🤖 AI Summary
To address the weak semantic understanding and significantly inferior end-to-end performance of small-scale LLMs (e.g., 7B-parameter models) in code debugging, this work proposes: (1) DEBUGEVAL—the first multi-granularity debugging benchmark covering localization, identification, repair, and verification stages—systematically exposing the limitations of 7B models in deep semantic reasoning; (2) COAST—a multi-agent collaborative data synthesis framework integrating role-based prompting, program analysis, and execution-feedback-driven iterative generation—to autonomously produce high-quality, diverse debugging data; (3) supervised fine-tuning of a 7B model on COAST-generated data, achieving substantial gains over both human-annotated and GPT-4-synthesized data on DEBUGEVAL, with debugging performance approaching that of GPT-3.5 and markedly narrowing the gap with large models.
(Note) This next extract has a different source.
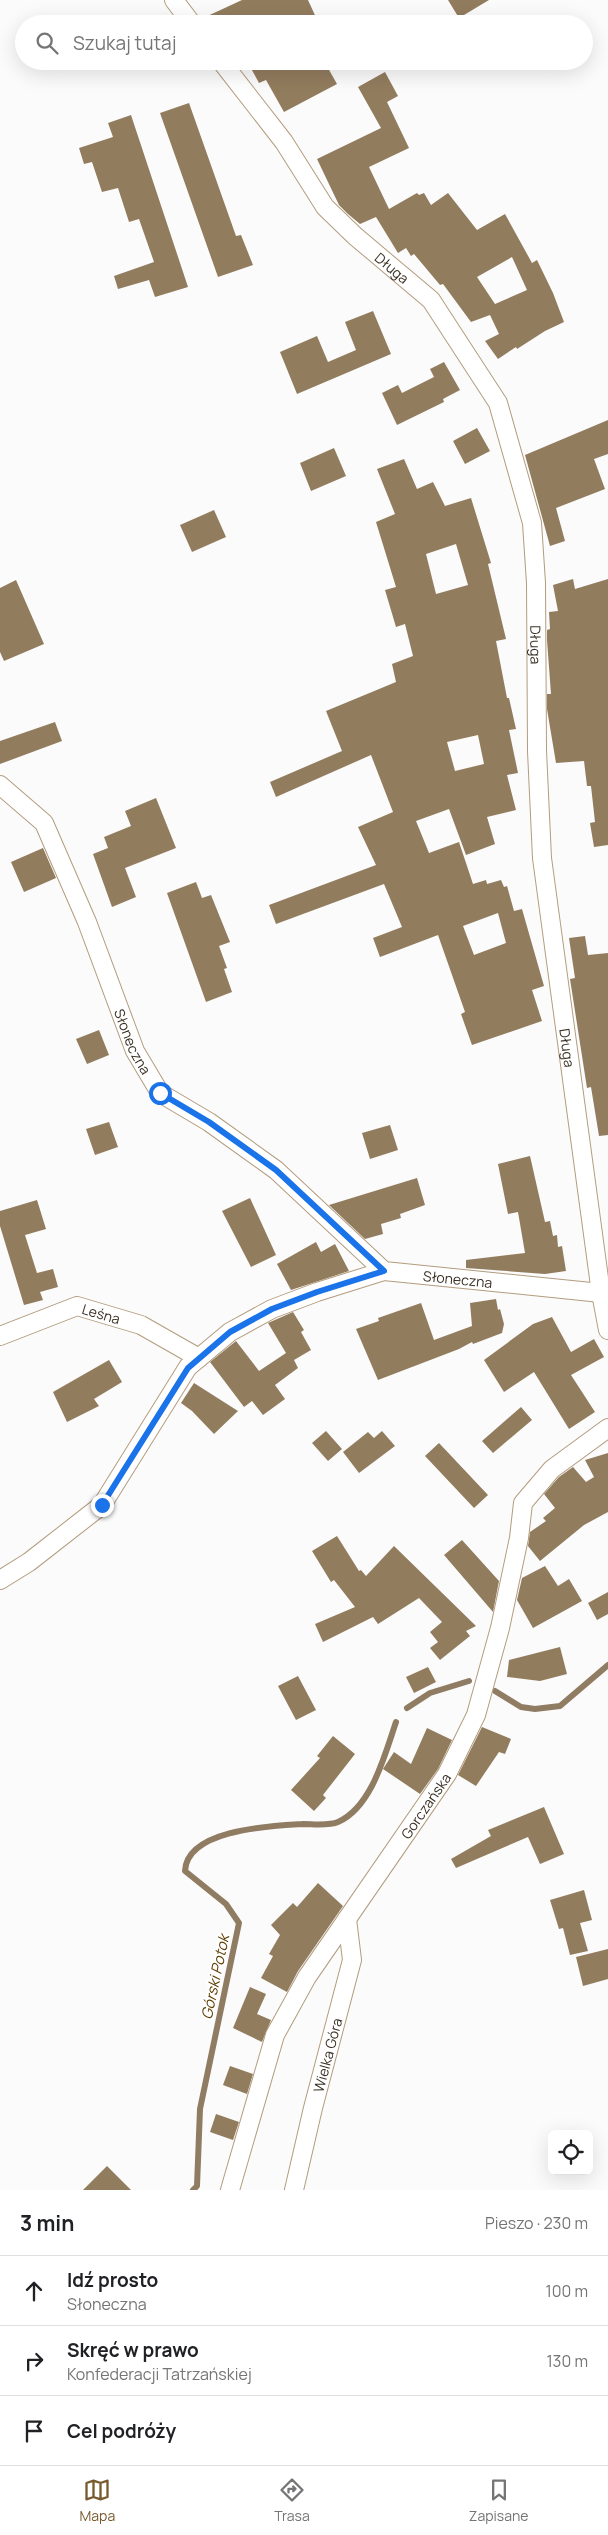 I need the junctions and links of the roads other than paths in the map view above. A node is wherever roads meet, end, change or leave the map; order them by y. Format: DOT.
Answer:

This work establishes the first scalable, interpretable multi-agent paradigm for debugging data synthesis.
📝 Abstract
Code debugging is a vital stage of software development, essential for ensuring the reliability and performance of Large Language Models (LLMs) in code generation task. Human debugging typically follows a multi-stage process, which includes Bug Localization, Bug Identification, Code Repair, and Code Recognition. However, existing code debugging benchmarks predominantly focus on the Code Repair stage, which offers only a limited perspective on evaluating the debugging capabilities of LLMs. In this paper, we introduce DEBUGEVAL, a comprehensive benchmark for evaluating the debugging abilities of LLMs by emulating the multi-stage human debugging process. Through evaluating on DEBUGEVAL, we observe that 7B-scale models consistently underperform compared to their larger counterparts, highlighting their limitations in comprehending code semantics. In this case, we propose the COmmunicative Agent-based data SynThesis (COAST) framework, which employs a multi-agent system to generate high-quality training data for supervised fine-tuning (SFT). Experimental results demonstrate that COAST-generated data outperform human-curated and GPT-4-generated data, enabling 7B-scale LLMs to achieve debugging performance comparable to GPT-3.5.